AIM OF THE TASK |
Every line of the data that includes "main" should be copied out.

____ AVAILABLE DATA

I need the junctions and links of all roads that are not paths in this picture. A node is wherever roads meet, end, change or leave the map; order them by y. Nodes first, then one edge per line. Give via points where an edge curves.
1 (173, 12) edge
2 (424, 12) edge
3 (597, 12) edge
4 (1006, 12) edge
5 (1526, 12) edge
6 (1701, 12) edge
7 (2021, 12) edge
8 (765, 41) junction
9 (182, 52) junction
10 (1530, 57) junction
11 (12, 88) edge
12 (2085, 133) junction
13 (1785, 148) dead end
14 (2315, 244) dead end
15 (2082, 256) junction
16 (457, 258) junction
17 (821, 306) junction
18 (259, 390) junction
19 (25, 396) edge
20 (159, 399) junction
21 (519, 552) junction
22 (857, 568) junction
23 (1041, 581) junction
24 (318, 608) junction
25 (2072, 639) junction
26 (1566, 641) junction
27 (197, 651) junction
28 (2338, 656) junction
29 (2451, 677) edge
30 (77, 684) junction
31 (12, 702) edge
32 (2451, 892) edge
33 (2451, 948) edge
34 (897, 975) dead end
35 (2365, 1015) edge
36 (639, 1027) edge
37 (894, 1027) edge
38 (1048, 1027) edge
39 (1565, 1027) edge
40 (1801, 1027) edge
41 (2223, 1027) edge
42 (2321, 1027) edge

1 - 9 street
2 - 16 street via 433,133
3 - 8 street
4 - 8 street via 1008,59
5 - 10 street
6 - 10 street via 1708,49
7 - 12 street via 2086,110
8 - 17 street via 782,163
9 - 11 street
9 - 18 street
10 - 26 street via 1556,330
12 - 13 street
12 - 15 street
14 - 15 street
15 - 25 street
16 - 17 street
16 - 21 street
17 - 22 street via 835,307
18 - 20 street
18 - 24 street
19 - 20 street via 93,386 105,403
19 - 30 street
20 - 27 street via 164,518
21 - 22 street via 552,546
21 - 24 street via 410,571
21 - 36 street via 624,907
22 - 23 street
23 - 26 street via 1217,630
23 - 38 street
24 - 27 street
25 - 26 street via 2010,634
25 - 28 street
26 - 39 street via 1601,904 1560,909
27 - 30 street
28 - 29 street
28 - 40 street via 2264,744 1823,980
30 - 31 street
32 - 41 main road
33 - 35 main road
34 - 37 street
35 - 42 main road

________

RESPONSE FOR THIS EXERCISE |
32 - 41 main road
33 - 35 main road
35 - 42 main road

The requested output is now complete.